> _Task input_
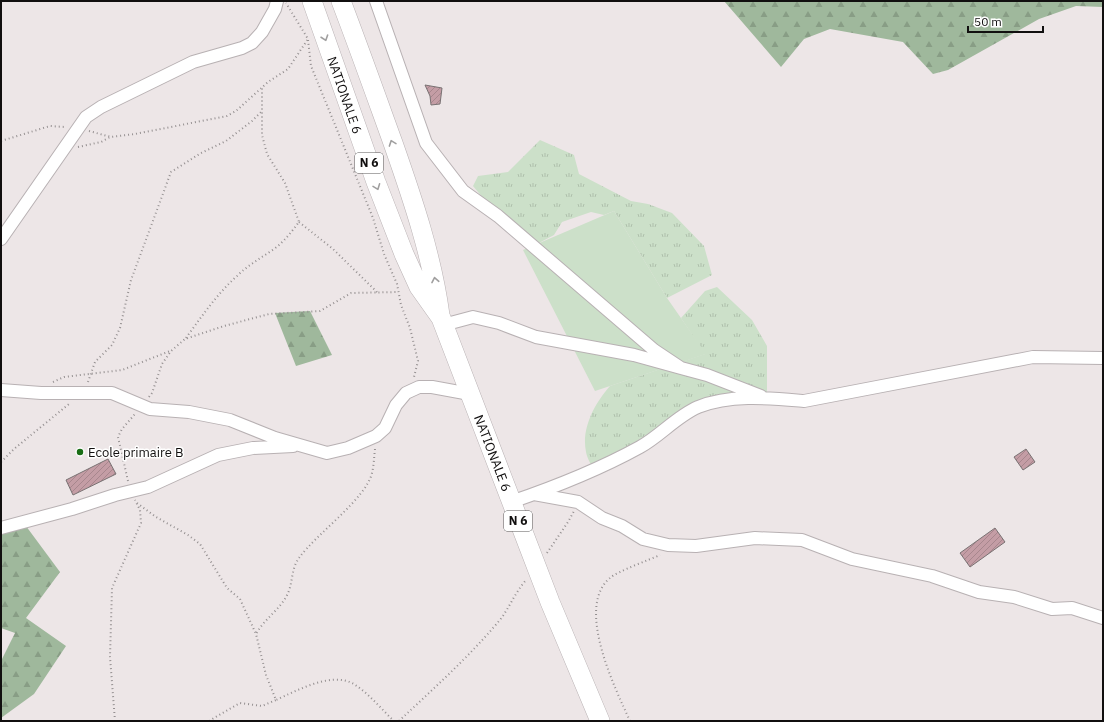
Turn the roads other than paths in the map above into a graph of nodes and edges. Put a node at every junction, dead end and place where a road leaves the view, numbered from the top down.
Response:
1 (278, 1) edge
2 (312, 1) edge
3 (341, 1) edge
4 (376, 1) edge
5 (1, 238) edge
6 (442, 322) junction
7 (1103, 358) edge
8 (681, 368) junction
9 (1, 390) edge
10 (470, 394) junction
11 (766, 398) junction
12 (302, 446) junction
13 (534, 494) junction
14 (511, 502) junction
15 (1, 528) edge
16 (1103, 618) edge
17 (600, 721) edge

1 - 5 street
2 -> 6 main road, NATIONALE 6 / N 6
6 -> 3 main road, NATIONALE 6 / N 6
4 - 8 street
6 - 8 street
6 - 10 main road, NATIONALE 6 / N 6
7 - 11 street
8 - 11 street
9 - 12 street
10 - 12 street
10 - 14 main road, NATIONALE 6 / N 6
11 - 13 street
12 - 15 street
13 - 14 street
13 - 16 street
14 - 17 main road, NATIONALE 6 / N 6

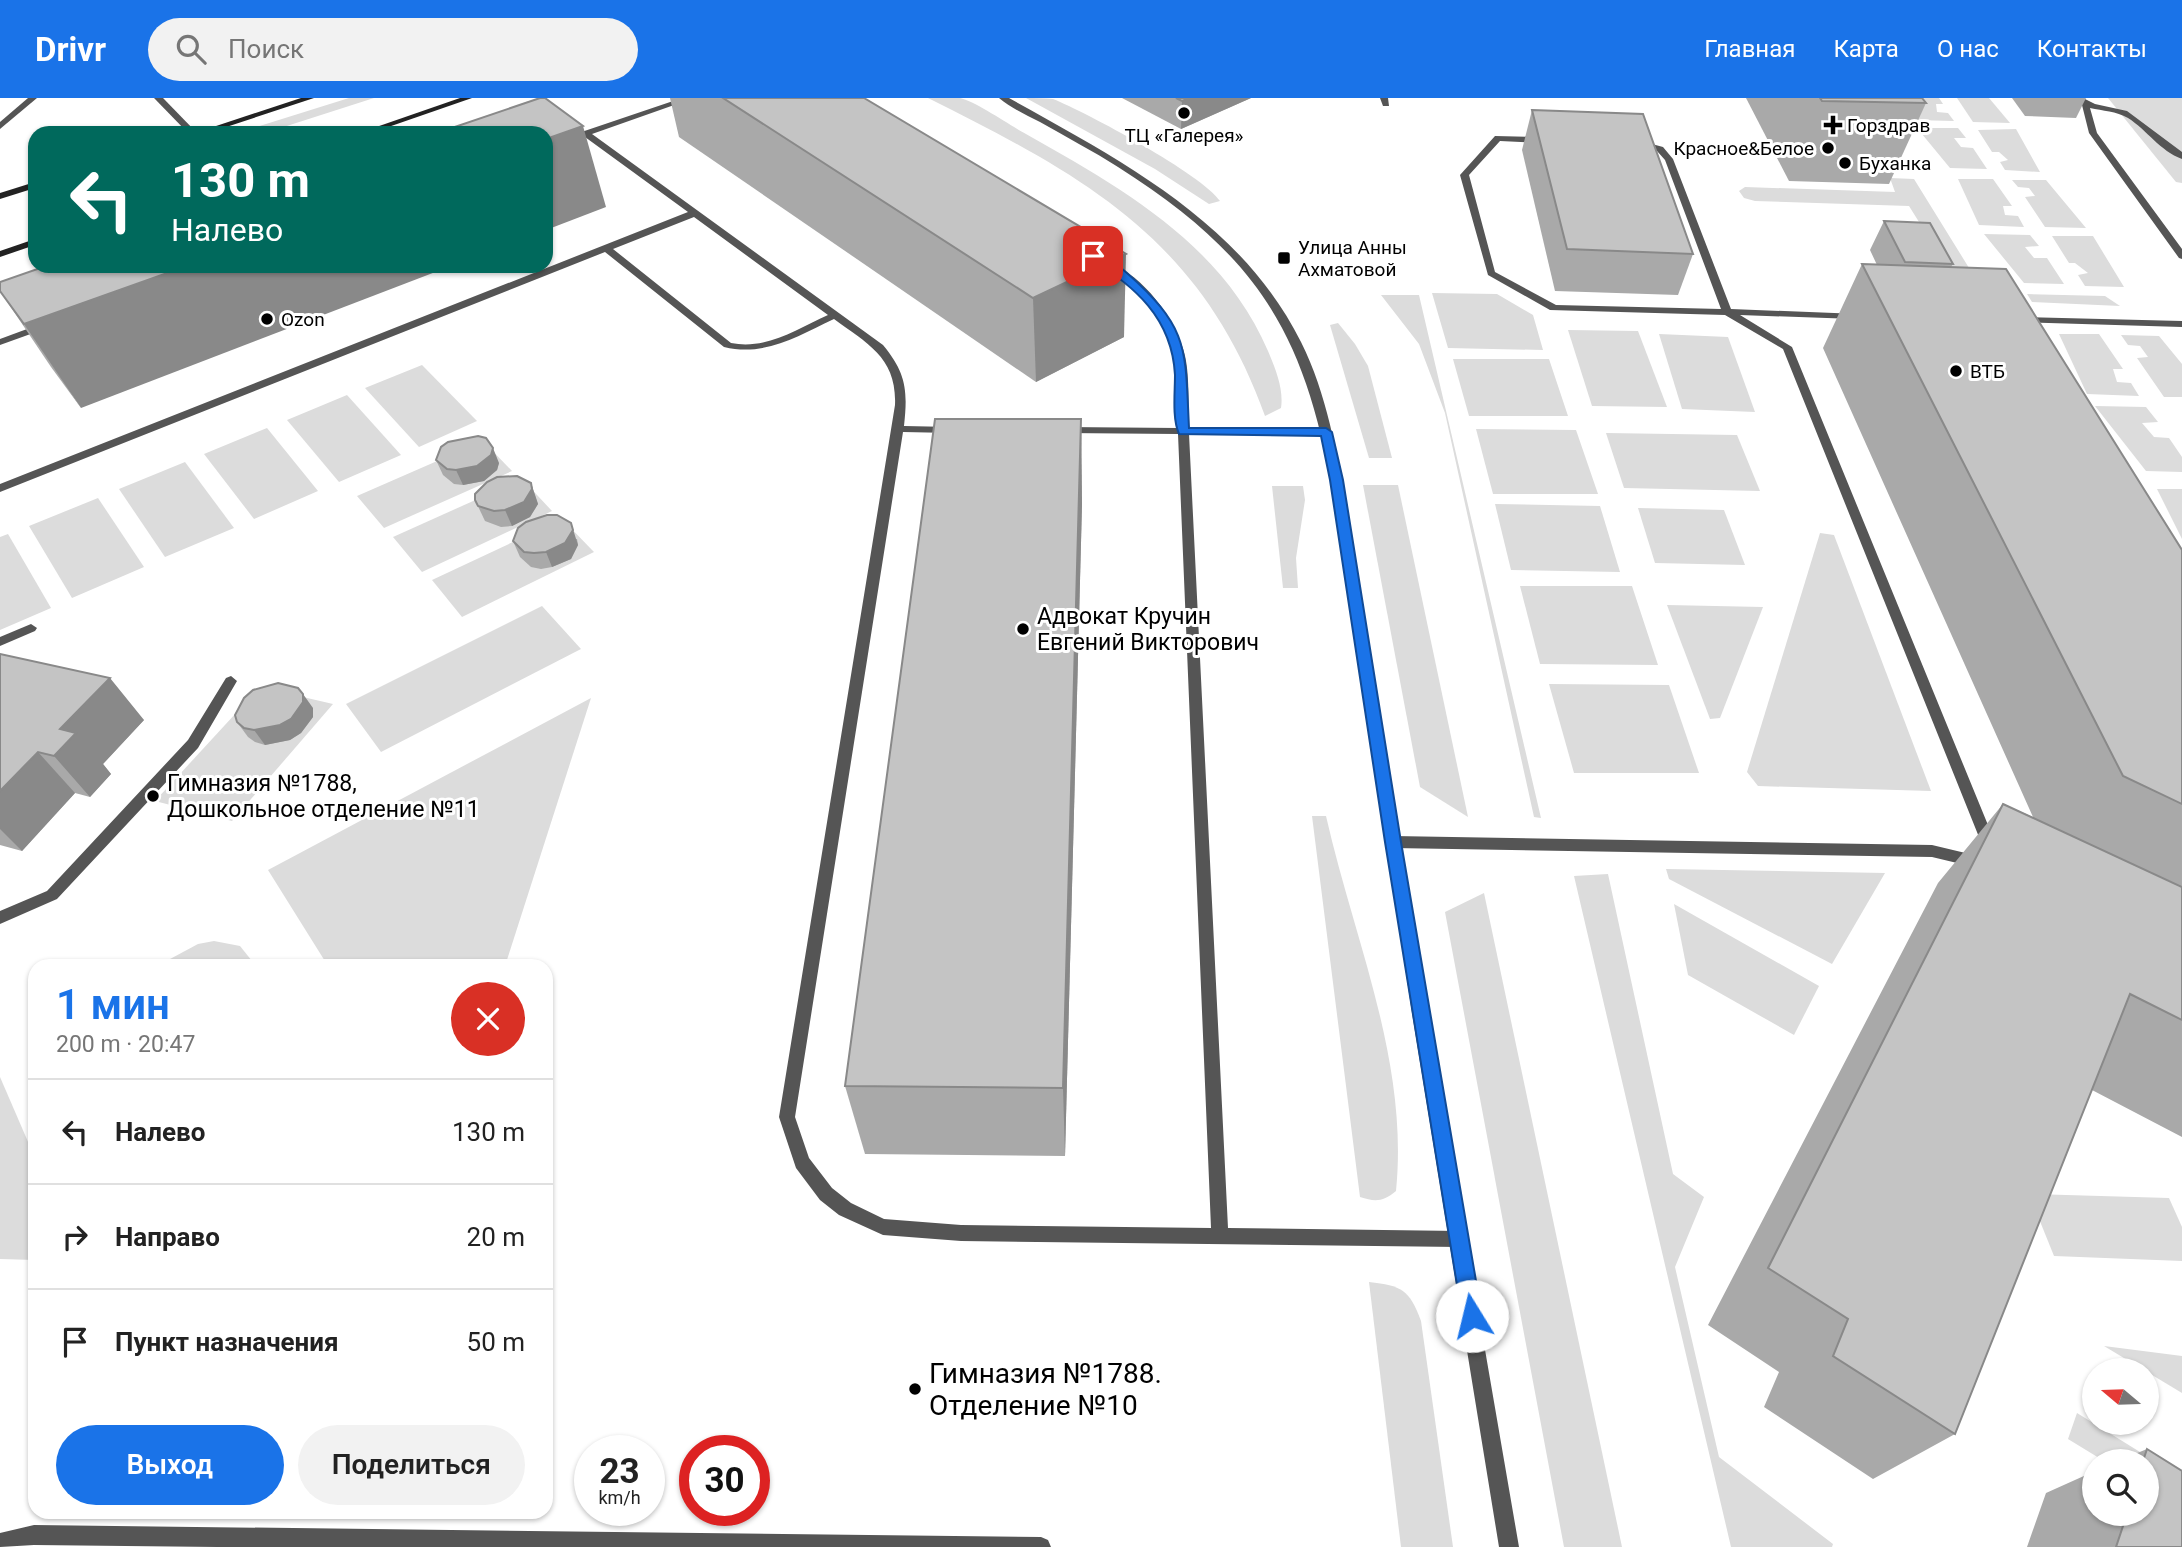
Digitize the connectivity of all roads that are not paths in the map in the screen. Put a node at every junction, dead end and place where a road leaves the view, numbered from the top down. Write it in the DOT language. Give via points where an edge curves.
graph roads {
  1 [pos="33,98"];
  2 [pos="158,98"];
  3 [pos="310,98"];
  4 [pos="468,98"];
  5 [pos="690,98"];
  6 [pos="1004,99"];
  7 [pos="2081,102"];
  8 [pos="0,126"];
  9 [pos="186,126"];
  10 [pos="221,126"];
  11 [pos="384,126"];
  12 [pos="585,133"];
  13 [pos="1550,140"];
  14 [pos="1629,143"];
  15 [pos="553,144"];
  16 [pos="2182,156"];
  17 [pos="28,187"];
  18 [pos="0,196"];
  19 [pos="695,213"];
  20 [pos="28,244"];
  21 [pos="606,248"];
  22 [pos="0,254"];
  23 [pos="2182,256"];
  24 [pos="1105,263"];
  25 [pos="553,269"];
  26 [pos="543,273"];
  27 [pos="1727,312"];
  28 [pos="835,315"];
  29 [pos="1866,316"];
  30 [pos="62,319"];
  31 [pos="2001,319"];
  32 [pos="2182,324"];
  33 [pos="0,342"];
  34 [pos="898,429"];
  35 [pos="966,430"];
  36 [pos="1047,430"];
  37 [pos="1183,431"];
  38 [pos="1326,432"];
  39 [pos="0,488"];
  40 [pos="31,628"];
  41 [pos="0,642"];
  42 [pos="231,681"];
  43 [pos="1393,842"];
  44 [pos="0,918"];
  45 [pos="1220,1236"];
  46 [pos="1459,1239"];
  47 [pos="0,1543"];
  48 [pos="1041,1547"];
  49 [pos="1509,1547"];
  1 -- 8 [label="street"];
  2 -- 9 [label="street"];
  3 -- 10 [label="street"];
  4 -- 11 [label="street"];
  5 -- 12 [label="street"];
  6 -- 38 [label="street" via="1131,170 1237,254 1294,338"];
  7 -- 16 [label="street" via="2126,114"];
  7 -- 23 [label="street" via="2094,133"];
  12 -- 15 [label="street"];
  12 -- 19 [label="street"];
  13 -- 27 [label="street" via="1498,138 1464,175 1491,273 1554,308"];
  14 -- 27 [label="street" via="1653,146 1670,159"];
  17 -- 18 [label="street"];
  19 -- 21 [label="street"];
  19 -- 28 [label="street"];
  20 -- 22 [label="street"];
  21 -- 25 [label="street"];
  21 -- 28 [label="street" via="738,349 768,345"];
  24 -- 37 [label="street" via="1153,302 1173,333 1180,354"];
  26 -- 39 [label="street"];
  27 -- 29 [label="street"];
  27 -- 43 [label="street" via="1787,347 1995,861 1932,850"];
  28 -- 34 [label="street" via="879,347 898,374 902,401"];
  30 -- 33 [label="street"];
  31 -- 32 [label="street"];
  34 -- 35 [label="street"];
  34 -- 45 [label="street" via="787,1117 802,1162 826,1194 883,1227 961,1233"];
  36 -- 37 [label="street"];
  37 -- 38 [label="street"];
  37 -- 45 [label="street"];
  38 -- 43 [label="street"];
  40 -- 41 [label="street"];
  42 -- 44 [label="street" via="193,744 52,895"];
  43 -- 46 [label="street"];
  45 -- 46 [label="street"];
  46 -- 49 [label="street"];
  47 -- 48 [label="street" via="34,1535"];
}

> _What to do_
Would you retype the listing above exactly, omitting its pictures?

> _Solution to this exercise_
Turn the roads other than paths in the map above into a graph of nodes and edges. Put a node at every junction, dead end and place where a road leaves the view, numbered from the top down.
Response:
1 (278, 1) edge
2 (312, 1) edge
3 (341, 1) edge
4 (376, 1) edge
5 (1, 238) edge
6 (442, 322) junction
7 (1103, 358) edge
8 (681, 368) junction
9 (1, 390) edge
10 (470, 394) junction
11 (766, 398) junction
12 (302, 446) junction
13 (534, 494) junction
14 (511, 502) junction
15 (1, 528) edge
16 (1103, 618) edge
17 (600, 721) edge

1 - 5 street
2 -> 6 main road, NATIONALE 6 / N 6
6 -> 3 main road, NATIONALE 6 / N 6
4 - 8 street
6 - 8 street
6 - 10 main road, NATIONALE 6 / N 6
7 - 11 street
8 - 11 street
9 - 12 street
10 - 12 street
10 - 14 main road, NATIONALE 6 / N 6
11 - 13 street
12 - 15 street
13 - 14 street
13 - 16 street
14 - 17 main road, NATIONALE 6 / N 6

Digitize the connectivity of all roads that are not paths in the map in the screen. Put a node at every junction, dead end and place where a road leaves the view, numbered from the top down. Write it in the DOT language. Give via points where an edge curves.
graph roads {
  1 [pos="33,98"];
  2 [pos="158,98"];
  3 [pos="310,98"];
  4 [pos="468,98"];
  5 [pos="690,98"];
  6 [pos="1004,99"];
  7 [pos="2081,102"];
  8 [pos="0,126"];
  9 [pos="186,126"];
  10 [pos="221,126"];
  11 [pos="384,126"];
  12 [pos="585,133"];
  13 [pos="1550,140"];
  14 [pos="1629,143"];
  15 [pos="553,144"];
  16 [pos="2182,156"];
  17 [pos="28,187"];
  18 [pos="0,196"];
  19 [pos="695,213"];
  20 [pos="28,244"];
  21 [pos="606,248"];
  22 [pos="0,254"];
  23 [pos="2182,256"];
  24 [pos="1105,263"];
  25 [pos="553,269"];
  26 [pos="543,273"];
  27 [pos="1727,312"];
  28 [pos="835,315"];
  29 [pos="1866,316"];
  30 [pos="62,319"];
  31 [pos="2001,319"];
  32 [pos="2182,324"];
  33 [pos="0,342"];
  34 [pos="898,429"];
  35 [pos="966,430"];
  36 [pos="1047,430"];
  37 [pos="1183,431"];
  38 [pos="1326,432"];
  39 [pos="0,488"];
  40 [pos="31,628"];
  41 [pos="0,642"];
  42 [pos="231,681"];
  43 [pos="1393,842"];
  44 [pos="0,918"];
  45 [pos="1220,1236"];
  46 [pos="1459,1239"];
  47 [pos="0,1543"];
  48 [pos="1041,1547"];
  49 [pos="1509,1547"];
  1 -- 8 [label="street"];
  2 -- 9 [label="street"];
  3 -- 10 [label="street"];
  4 -- 11 [label="street"];
  5 -- 12 [label="street"];
  6 -- 38 [label="street" via="1131,170 1237,254 1294,338"];
  7 -- 16 [label="street" via="2126,114"];
  7 -- 23 [label="street" via="2094,133"];
  12 -- 15 [label="street"];
  12 -- 19 [label="street"];
  13 -- 27 [label="street" via="1498,138 1464,175 1491,273 1554,308"];
  14 -- 27 [label="street" via="1653,146 1670,159"];
  17 -- 18 [label="street"];
  19 -- 21 [label="street"];
  19 -- 28 [label="street"];
  20 -- 22 [label="street"];
  21 -- 25 [label="street"];
  21 -- 28 [label="street" via="738,349 768,345"];
  24 -- 37 [label="street" via="1153,302 1173,333 1180,354"];
  26 -- 39 [label="street"];
  27 -- 29 [label="street"];
  27 -- 43 [label="street" via="1787,347 1995,861 1932,850"];
  28 -- 34 [label="street" via="879,347 898,374 902,401"];
  30 -- 33 [label="street"];
  31 -- 32 [label="street"];
  34 -- 35 [label="street"];
  34 -- 45 [label="street" via="787,1117 802,1162 826,1194 883,1227 961,1233"];
  36 -- 37 [label="street"];
  37 -- 38 [label="street"];
  37 -- 45 [label="street"];
  38 -- 43 [label="street"];
  40 -- 41 [label="street"];
  42 -- 44 [label="street" via="193,744 52,895"];
  43 -- 46 [label="street"];
  45 -- 46 [label="street"];
  46 -- 49 [label="street"];
  47 -- 48 [label="street" via="34,1535"];
}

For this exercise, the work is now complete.